Nadia Chaney


This week’s dispatch features an interview with Nadia Chaney about the Time Zone Research Lab, a community oriented experiment in the art of “learning without grasping” that is “radical in its approach but gentle in its application.”

Nadia's work with Time Zone inspired me to launch the (De-/Re-)Constructing Worlds project. So I am happy to share this interview in advance of the first open session of the (De-/Re-)Constructing Worlds seminar this Sunday, October 24, from 9am-12pm PST, which I sincerely hope will be as convivial as the weekly get togethers that Nadia has facilitated through the Time Zone.

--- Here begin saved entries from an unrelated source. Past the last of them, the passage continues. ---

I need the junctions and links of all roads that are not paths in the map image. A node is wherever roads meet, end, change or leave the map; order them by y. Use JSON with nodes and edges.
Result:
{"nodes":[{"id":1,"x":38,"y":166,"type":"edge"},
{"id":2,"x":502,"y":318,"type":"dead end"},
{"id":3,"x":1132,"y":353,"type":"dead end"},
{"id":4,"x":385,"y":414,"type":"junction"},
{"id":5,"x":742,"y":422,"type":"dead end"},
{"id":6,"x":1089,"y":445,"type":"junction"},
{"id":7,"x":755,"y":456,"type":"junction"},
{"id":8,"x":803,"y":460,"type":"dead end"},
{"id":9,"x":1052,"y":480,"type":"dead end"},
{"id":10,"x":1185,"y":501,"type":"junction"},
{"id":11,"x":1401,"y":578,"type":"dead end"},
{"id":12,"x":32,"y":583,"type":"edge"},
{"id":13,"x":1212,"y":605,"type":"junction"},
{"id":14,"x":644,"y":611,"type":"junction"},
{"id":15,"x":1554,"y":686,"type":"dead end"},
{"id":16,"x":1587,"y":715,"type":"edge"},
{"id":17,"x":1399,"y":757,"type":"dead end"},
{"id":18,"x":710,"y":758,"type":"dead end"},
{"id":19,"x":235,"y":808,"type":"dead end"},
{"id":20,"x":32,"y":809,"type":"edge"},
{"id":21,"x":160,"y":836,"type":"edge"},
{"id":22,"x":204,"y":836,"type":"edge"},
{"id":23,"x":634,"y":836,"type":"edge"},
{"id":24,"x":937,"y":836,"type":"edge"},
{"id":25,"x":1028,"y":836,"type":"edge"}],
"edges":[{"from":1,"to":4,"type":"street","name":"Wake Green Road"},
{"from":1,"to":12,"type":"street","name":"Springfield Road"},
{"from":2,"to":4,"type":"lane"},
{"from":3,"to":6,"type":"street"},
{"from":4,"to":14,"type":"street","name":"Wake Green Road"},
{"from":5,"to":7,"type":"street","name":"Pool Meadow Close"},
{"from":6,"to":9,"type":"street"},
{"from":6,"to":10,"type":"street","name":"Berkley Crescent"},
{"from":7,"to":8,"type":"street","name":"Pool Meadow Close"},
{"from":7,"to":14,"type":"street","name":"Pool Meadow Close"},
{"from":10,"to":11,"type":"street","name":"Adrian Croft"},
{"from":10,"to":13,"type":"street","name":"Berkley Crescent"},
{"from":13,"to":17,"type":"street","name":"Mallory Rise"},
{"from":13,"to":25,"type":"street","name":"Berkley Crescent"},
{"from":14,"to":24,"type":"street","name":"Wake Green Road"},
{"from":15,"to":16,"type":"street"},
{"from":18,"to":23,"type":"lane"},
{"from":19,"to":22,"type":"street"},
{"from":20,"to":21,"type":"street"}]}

You can read a partial transcript of my interview with Nadia below or you can listen to the full audio recording of the interview by hitting the play button below.



Nadia:

I'm Nadia Chaney, and I am currently living in Tiohtià:ke, Montreal on Mohawk territory, but I was actually born in Saskatoon, Cree territory. My folks come from India, they came in the 70s, and I was born and raised here in Canada.

Muindi:

If you were to describe what it is that you do, how would you do it?

Nadia:

I would say that I am an artist, primarily a poet, and that translates into community facilitation as arts facilitation.

Muindi:

And what does arts facilitation mean for you and what kind of contexts do you find yourself working in?

Nadia:

It's mostly very frontline community work, really helping communities talk to each other in ways that subvert preexisting dynamics. So, using the arts to find ways to express the inner life without having to defend or prove it, and to be able to receive each other without having to block. So that the arts really help us hear each other on our own terms.

And that when I say the arts, I really mean it as broadly as you can imagine. Sometimes it is “the art of “— like the “art of asking a question”. But it's also dance, poetry, music, painting, puppets. 

It's morphed and morphed and morphed over the years as I start to understand what each mode can offer a group and what they do together.

So, it's very often frontline community work, but then it's also training arts facilitators, who are the most awesome group of people and so different everywhere. But one thing that's funny, Muindi, one is I find that community arts facilitators have something in common everywhere. And that's that they're very different from their community, but they love the community very, very deeply.

And so, for them to be able to be together in any capacity is always magical. Suddenly you're like, oh I'm not alone in this vision I have or that I'm receiving for what I could give to my community. Someone else thinks like this, but they speak a different language and they look totally different!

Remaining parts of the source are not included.